[Stored data entries]
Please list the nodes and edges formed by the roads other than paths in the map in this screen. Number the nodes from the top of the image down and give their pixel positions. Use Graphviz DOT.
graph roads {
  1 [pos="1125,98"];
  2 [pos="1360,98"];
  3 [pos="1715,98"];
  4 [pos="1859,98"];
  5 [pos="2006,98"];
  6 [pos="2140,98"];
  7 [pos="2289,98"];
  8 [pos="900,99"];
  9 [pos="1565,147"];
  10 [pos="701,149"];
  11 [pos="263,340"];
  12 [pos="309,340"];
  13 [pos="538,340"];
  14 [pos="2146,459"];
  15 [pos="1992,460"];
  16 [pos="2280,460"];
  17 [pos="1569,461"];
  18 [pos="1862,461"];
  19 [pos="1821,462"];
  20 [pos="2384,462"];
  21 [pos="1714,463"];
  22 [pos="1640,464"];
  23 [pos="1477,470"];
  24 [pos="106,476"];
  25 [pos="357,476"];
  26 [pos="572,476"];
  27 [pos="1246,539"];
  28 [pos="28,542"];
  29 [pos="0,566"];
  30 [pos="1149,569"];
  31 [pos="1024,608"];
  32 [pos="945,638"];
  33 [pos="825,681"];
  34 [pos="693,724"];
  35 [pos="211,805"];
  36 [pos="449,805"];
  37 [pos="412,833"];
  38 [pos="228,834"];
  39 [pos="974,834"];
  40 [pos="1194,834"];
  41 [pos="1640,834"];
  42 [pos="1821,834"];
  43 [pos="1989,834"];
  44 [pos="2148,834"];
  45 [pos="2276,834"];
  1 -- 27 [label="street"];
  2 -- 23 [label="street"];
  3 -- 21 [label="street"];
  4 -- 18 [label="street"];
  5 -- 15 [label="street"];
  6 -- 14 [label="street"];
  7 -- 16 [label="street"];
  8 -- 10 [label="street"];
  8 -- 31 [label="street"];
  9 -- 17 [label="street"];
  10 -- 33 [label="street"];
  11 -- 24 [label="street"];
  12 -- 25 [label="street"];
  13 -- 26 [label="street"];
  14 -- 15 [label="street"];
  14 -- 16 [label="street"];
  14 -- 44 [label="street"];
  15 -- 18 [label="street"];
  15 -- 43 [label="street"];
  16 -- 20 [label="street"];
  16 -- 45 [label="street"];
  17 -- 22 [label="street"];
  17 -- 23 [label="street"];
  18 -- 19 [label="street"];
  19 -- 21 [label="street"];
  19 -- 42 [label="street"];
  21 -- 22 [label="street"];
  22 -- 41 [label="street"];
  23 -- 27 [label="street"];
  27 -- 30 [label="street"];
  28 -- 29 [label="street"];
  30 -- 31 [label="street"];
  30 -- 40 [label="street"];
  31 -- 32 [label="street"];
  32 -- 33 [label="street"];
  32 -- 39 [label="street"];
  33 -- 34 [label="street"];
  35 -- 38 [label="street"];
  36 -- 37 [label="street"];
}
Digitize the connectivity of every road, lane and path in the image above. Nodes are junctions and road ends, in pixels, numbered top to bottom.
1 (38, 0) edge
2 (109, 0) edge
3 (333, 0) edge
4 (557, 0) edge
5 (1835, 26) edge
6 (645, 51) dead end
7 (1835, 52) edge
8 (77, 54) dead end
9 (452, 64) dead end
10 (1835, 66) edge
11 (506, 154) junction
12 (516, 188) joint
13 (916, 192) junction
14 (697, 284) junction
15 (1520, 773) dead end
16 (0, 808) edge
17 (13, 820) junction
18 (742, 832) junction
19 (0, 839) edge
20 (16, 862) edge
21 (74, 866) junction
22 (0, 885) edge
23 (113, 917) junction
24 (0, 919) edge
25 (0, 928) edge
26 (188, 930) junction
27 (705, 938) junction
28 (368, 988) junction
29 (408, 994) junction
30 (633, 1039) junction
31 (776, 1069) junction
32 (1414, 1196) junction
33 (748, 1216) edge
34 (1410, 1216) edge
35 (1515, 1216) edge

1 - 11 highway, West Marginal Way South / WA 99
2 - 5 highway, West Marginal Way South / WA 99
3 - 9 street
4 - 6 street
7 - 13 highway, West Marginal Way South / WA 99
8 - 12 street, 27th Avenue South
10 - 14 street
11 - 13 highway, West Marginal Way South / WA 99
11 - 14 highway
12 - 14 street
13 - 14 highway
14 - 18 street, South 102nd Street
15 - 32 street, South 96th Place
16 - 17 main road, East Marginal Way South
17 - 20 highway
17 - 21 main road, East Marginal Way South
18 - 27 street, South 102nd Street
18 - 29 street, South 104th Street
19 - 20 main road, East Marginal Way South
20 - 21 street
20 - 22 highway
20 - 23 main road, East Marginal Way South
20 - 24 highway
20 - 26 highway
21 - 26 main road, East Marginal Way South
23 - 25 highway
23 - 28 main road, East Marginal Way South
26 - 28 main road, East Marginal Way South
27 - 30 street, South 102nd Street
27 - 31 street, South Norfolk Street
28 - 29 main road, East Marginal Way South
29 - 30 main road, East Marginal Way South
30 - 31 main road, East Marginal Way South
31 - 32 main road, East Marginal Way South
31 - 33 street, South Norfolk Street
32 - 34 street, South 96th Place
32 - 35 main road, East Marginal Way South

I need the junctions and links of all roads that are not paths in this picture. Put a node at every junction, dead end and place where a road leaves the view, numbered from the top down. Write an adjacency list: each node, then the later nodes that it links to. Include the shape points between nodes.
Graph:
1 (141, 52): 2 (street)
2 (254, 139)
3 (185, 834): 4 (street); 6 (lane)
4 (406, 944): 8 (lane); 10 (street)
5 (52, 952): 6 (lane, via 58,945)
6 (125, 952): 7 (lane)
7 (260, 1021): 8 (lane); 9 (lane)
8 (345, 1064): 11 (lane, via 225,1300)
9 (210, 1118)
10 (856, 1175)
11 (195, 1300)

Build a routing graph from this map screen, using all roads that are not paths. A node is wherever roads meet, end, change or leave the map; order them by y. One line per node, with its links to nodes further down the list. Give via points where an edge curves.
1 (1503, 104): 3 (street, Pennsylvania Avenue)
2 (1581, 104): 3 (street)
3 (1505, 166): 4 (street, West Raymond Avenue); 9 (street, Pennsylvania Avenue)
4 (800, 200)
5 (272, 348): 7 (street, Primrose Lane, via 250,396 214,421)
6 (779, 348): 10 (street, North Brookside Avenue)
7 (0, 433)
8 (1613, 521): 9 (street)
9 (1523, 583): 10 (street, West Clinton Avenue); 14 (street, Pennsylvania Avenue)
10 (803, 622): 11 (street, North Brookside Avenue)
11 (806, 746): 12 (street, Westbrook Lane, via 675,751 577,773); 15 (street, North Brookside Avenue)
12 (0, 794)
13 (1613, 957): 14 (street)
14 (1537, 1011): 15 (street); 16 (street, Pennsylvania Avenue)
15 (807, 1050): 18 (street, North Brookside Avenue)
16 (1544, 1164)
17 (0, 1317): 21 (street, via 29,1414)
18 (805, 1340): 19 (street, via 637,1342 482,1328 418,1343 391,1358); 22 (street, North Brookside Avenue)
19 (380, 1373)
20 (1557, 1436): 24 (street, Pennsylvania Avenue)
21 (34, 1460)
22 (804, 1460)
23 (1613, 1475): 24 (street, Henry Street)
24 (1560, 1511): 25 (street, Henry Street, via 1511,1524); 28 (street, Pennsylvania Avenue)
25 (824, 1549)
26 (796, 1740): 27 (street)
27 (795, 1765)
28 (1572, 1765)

Problem »
Restate every entry above exactly as it stands.

Task result »
Please list the nodes and edges formed by the roads other than paths in the map in this screen. Number the nodes from the top of the image down and give their pixel positions. Use Graphviz DOT.
graph roads {
  1 [pos="1125,98"];
  2 [pos="1360,98"];
  3 [pos="1715,98"];
  4 [pos="1859,98"];
  5 [pos="2006,98"];
  6 [pos="2140,98"];
  7 [pos="2289,98"];
  8 [pos="900,99"];
  9 [pos="1565,147"];
  10 [pos="701,149"];
  11 [pos="263,340"];
  12 [pos="309,340"];
  13 [pos="538,340"];
  14 [pos="2146,459"];
  15 [pos="1992,460"];
  16 [pos="2280,460"];
  17 [pos="1569,461"];
  18 [pos="1862,461"];
  19 [pos="1821,462"];
  20 [pos="2384,462"];
  21 [pos="1714,463"];
  22 [pos="1640,464"];
  23 [pos="1477,470"];
  24 [pos="106,476"];
  25 [pos="357,476"];
  26 [pos="572,476"];
  27 [pos="1246,539"];
  28 [pos="28,542"];
  29 [pos="0,566"];
  30 [pos="1149,569"];
  31 [pos="1024,608"];
  32 [pos="945,638"];
  33 [pos="825,681"];
  34 [pos="693,724"];
  35 [pos="211,805"];
  36 [pos="449,805"];
  37 [pos="412,833"];
  38 [pos="228,834"];
  39 [pos="974,834"];
  40 [pos="1194,834"];
  41 [pos="1640,834"];
  42 [pos="1821,834"];
  43 [pos="1989,834"];
  44 [pos="2148,834"];
  45 [pos="2276,834"];
  1 -- 27 [label="street"];
  2 -- 23 [label="street"];
  3 -- 21 [label="street"];
  4 -- 18 [label="street"];
  5 -- 15 [label="street"];
  6 -- 14 [label="street"];
  7 -- 16 [label="street"];
  8 -- 10 [label="street"];
  8 -- 31 [label="street"];
  9 -- 17 [label="street"];
  10 -- 33 [label="street"];
  11 -- 24 [label="street"];
  12 -- 25 [label="street"];
  13 -- 26 [label="street"];
  14 -- 15 [label="street"];
  14 -- 16 [label="street"];
  14 -- 44 [label="street"];
  15 -- 18 [label="street"];
  15 -- 43 [label="street"];
  16 -- 20 [label="street"];
  16 -- 45 [label="street"];
  17 -- 22 [label="street"];
  17 -- 23 [label="street"];
  18 -- 19 [label="street"];
  19 -- 21 [label="street"];
  19 -- 42 [label="street"];
  21 -- 22 [label="street"];
  22 -- 41 [label="street"];
  23 -- 27 [label="street"];
  27 -- 30 [label="street"];
  28 -- 29 [label="street"];
  30 -- 31 [label="street"];
  30 -- 40 [label="street"];
  31 -- 32 [label="street"];
  32 -- 33 [label="street"];
  32 -- 39 [label="street"];
  33 -- 34 [label="street"];
  35 -- 38 [label="street"];
  36 -- 37 [label="street"];
}
Digitize the connectivity of every road, lane and path in the image above. Nodes are junctions and road ends, in pixels, numbered top to bottom.
1 (38, 0) edge
2 (109, 0) edge
3 (333, 0) edge
4 (557, 0) edge
5 (1835, 26) edge
6 (645, 51) dead end
7 (1835, 52) edge
8 (77, 54) dead end
9 (452, 64) dead end
10 (1835, 66) edge
11 (506, 154) junction
12 (516, 188) joint
13 (916, 192) junction
14 (697, 284) junction
15 (1520, 773) dead end
16 (0, 808) edge
17 (13, 820) junction
18 (742, 832) junction
19 (0, 839) edge
20 (16, 862) edge
21 (74, 866) junction
22 (0, 885) edge
23 (113, 917) junction
24 (0, 919) edge
25 (0, 928) edge
26 (188, 930) junction
27 (705, 938) junction
28 (368, 988) junction
29 (408, 994) junction
30 (633, 1039) junction
31 (776, 1069) junction
32 (1414, 1196) junction
33 (748, 1216) edge
34 (1410, 1216) edge
35 (1515, 1216) edge

1 - 11 highway, West Marginal Way South / WA 99
2 - 5 highway, West Marginal Way South / WA 99
3 - 9 street
4 - 6 street
7 - 13 highway, West Marginal Way South / WA 99
8 - 12 street, 27th Avenue South
10 - 14 street
11 - 13 highway, West Marginal Way South / WA 99
11 - 14 highway
12 - 14 street
13 - 14 highway
14 - 18 street, South 102nd Street
15 - 32 street, South 96th Place
16 - 17 main road, East Marginal Way South
17 - 20 highway
17 - 21 main road, East Marginal Way South
18 - 27 street, South 102nd Street
18 - 29 street, South 104th Street
19 - 20 main road, East Marginal Way South
20 - 21 street
20 - 22 highway
20 - 23 main road, East Marginal Way South
20 - 24 highway
20 - 26 highway
21 - 26 main road, East Marginal Way South
23 - 25 highway
23 - 28 main road, East Marginal Way South
26 - 28 main road, East Marginal Way South
27 - 30 street, South 102nd Street
27 - 31 street, South Norfolk Street
28 - 29 main road, East Marginal Way South
29 - 30 main road, East Marginal Way South
30 - 31 main road, East Marginal Way South
31 - 32 main road, East Marginal Way South
31 - 33 street, South Norfolk Street
32 - 34 street, South 96th Place
32 - 35 main road, East Marginal Way South

I need the junctions and links of all roads that are not paths in this picture. Put a node at every junction, dead end and place where a road leaves the view, numbered from the top down. Write an adjacency list: each node, then the later nodes that it links to. Include the shape points between nodes.
Graph:
1 (141, 52): 2 (street)
2 (254, 139)
3 (185, 834): 4 (street); 6 (lane)
4 (406, 944): 8 (lane); 10 (street)
5 (52, 952): 6 (lane, via 58,945)
6 (125, 952): 7 (lane)
7 (260, 1021): 8 (lane); 9 (lane)
8 (345, 1064): 11 (lane, via 225,1300)
9 (210, 1118)
10 (856, 1175)
11 (195, 1300)

Build a routing graph from this map screen, using all roads that are not paths. A node is wherever roads meet, end, change or leave the map; order them by y. One line per node, with its links to nodes further down the list. Give via points where an edge curves.
1 (1503, 104): 3 (street, Pennsylvania Avenue)
2 (1581, 104): 3 (street)
3 (1505, 166): 4 (street, West Raymond Avenue); 9 (street, Pennsylvania Avenue)
4 (800, 200)
5 (272, 348): 7 (street, Primrose Lane, via 250,396 214,421)
6 (779, 348): 10 (street, North Brookside Avenue)
7 (0, 433)
8 (1613, 521): 9 (street)
9 (1523, 583): 10 (street, West Clinton Avenue); 14 (street, Pennsylvania Avenue)
10 (803, 622): 11 (street, North Brookside Avenue)
11 (806, 746): 12 (street, Westbrook Lane, via 675,751 577,773); 15 (street, North Brookside Avenue)
12 (0, 794)
13 (1613, 957): 14 (street)
14 (1537, 1011): 15 (street); 16 (street, Pennsylvania Avenue)
15 (807, 1050): 18 (street, North Brookside Avenue)
16 (1544, 1164)
17 (0, 1317): 21 (street, via 29,1414)
18 (805, 1340): 19 (street, via 637,1342 482,1328 418,1343 391,1358); 22 (street, North Brookside Avenue)
19 (380, 1373)
20 (1557, 1436): 24 (street, Pennsylvania Avenue)
21 (34, 1460)
22 (804, 1460)
23 (1613, 1475): 24 (street, Henry Street)
24 (1560, 1511): 25 (street, Henry Street, via 1511,1524); 28 (street, Pennsylvania Avenue)
25 (824, 1549)
26 (796, 1740): 27 (street)
27 (795, 1765)
28 (1572, 1765)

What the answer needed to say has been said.